Task: Your answer must be every line of the data below that holds the string "main", copied exactly.

────────────────────

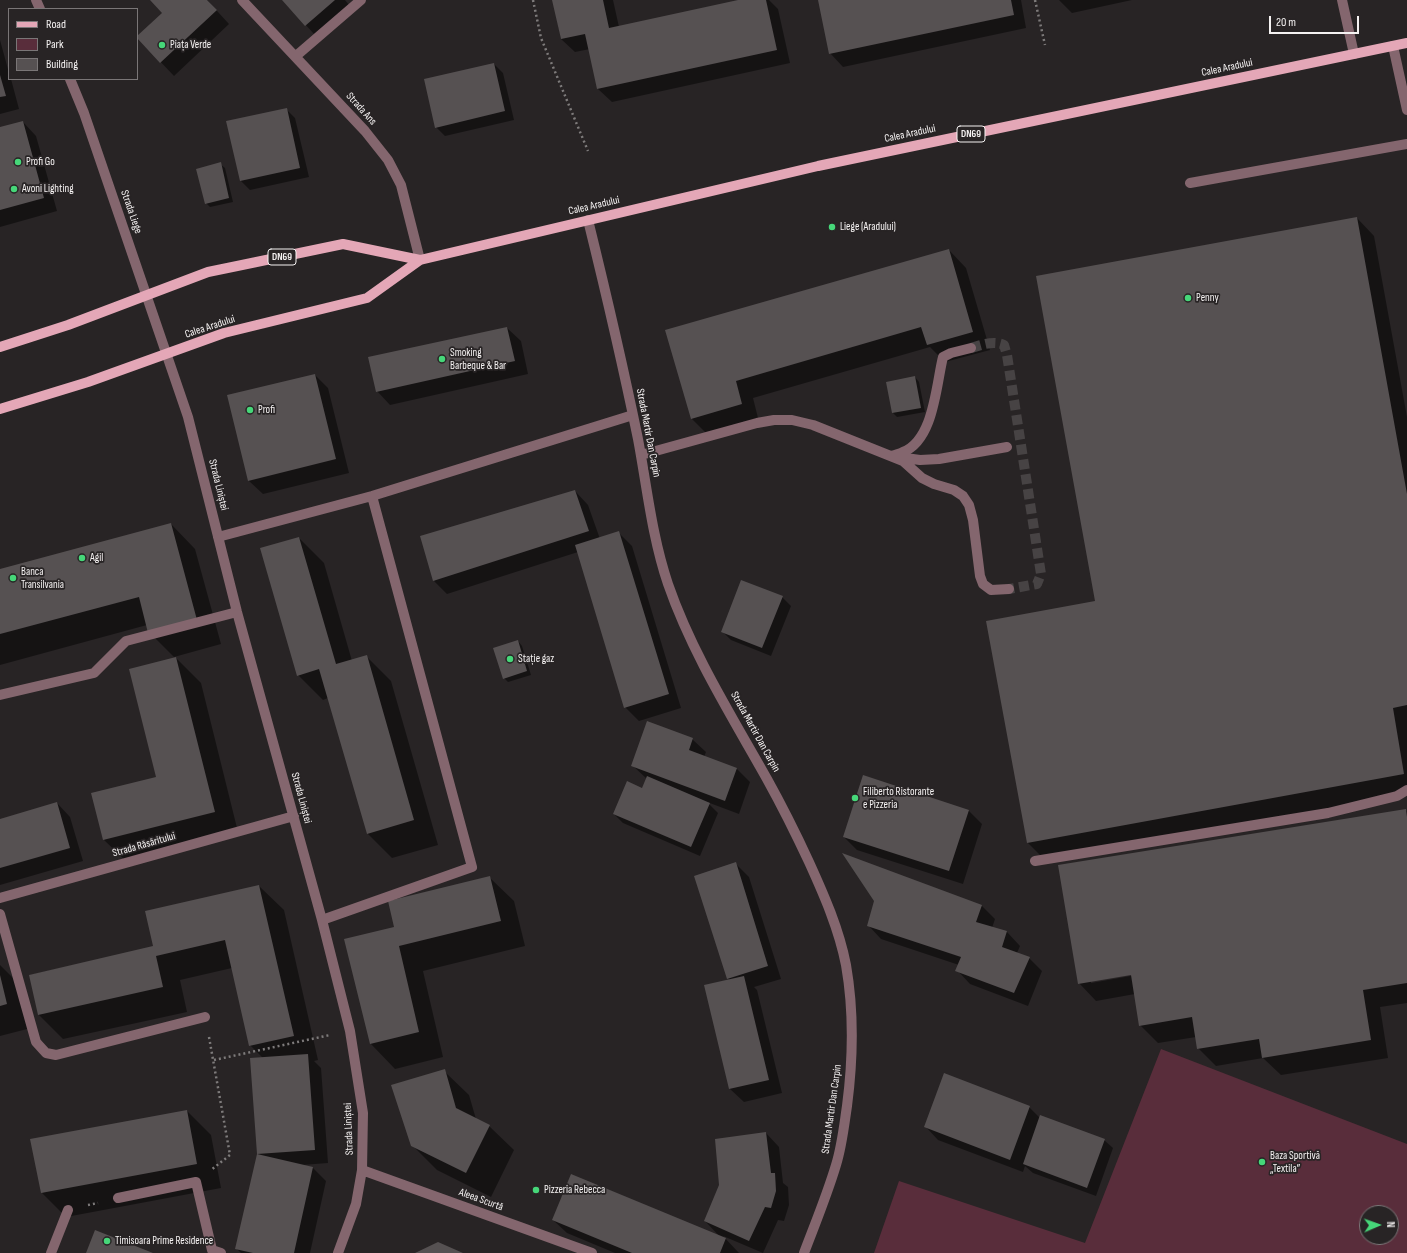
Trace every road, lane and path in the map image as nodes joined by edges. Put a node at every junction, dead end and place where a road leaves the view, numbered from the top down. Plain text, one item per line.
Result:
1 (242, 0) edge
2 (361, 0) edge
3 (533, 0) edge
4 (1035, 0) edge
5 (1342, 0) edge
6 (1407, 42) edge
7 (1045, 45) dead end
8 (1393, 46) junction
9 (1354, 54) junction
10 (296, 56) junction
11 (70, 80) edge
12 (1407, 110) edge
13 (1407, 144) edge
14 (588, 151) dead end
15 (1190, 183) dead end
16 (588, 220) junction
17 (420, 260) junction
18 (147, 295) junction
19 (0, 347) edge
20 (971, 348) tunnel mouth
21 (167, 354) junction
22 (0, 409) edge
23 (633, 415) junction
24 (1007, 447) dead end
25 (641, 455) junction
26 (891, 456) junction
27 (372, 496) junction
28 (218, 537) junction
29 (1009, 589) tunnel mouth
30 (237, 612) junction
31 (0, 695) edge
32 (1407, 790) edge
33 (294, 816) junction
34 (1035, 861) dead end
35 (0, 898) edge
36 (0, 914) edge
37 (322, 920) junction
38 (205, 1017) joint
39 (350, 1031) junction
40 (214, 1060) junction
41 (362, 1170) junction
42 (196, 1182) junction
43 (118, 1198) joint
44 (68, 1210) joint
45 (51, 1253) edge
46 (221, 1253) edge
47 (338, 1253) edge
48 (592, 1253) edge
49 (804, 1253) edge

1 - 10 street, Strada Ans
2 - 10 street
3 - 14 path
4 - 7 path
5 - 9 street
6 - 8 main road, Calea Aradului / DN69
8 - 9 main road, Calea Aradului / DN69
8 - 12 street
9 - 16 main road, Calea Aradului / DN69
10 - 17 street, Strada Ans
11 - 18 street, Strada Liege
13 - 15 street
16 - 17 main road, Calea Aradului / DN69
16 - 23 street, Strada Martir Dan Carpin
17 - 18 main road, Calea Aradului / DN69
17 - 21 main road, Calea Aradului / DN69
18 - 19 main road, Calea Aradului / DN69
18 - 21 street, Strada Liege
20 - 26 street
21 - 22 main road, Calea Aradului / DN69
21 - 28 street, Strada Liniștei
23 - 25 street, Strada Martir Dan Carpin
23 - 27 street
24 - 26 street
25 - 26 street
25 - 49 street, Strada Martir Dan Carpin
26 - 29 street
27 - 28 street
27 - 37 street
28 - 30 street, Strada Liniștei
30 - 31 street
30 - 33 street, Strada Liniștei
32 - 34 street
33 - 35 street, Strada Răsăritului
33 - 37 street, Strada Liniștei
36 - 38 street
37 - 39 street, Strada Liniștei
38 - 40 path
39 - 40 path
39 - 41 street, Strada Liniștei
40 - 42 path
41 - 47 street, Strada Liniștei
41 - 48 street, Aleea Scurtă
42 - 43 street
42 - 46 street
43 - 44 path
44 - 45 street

────────────────────

Answer section:
6 - 8 main road, Calea Aradului / DN69
8 - 9 main road, Calea Aradului / DN69
9 - 16 main road, Calea Aradului / DN69
16 - 17 main road, Calea Aradului / DN69
17 - 18 main road, Calea Aradului / DN69
17 - 21 main road, Calea Aradului / DN69
18 - 19 main road, Calea Aradului / DN69
21 - 22 main road, Calea Aradului / DN69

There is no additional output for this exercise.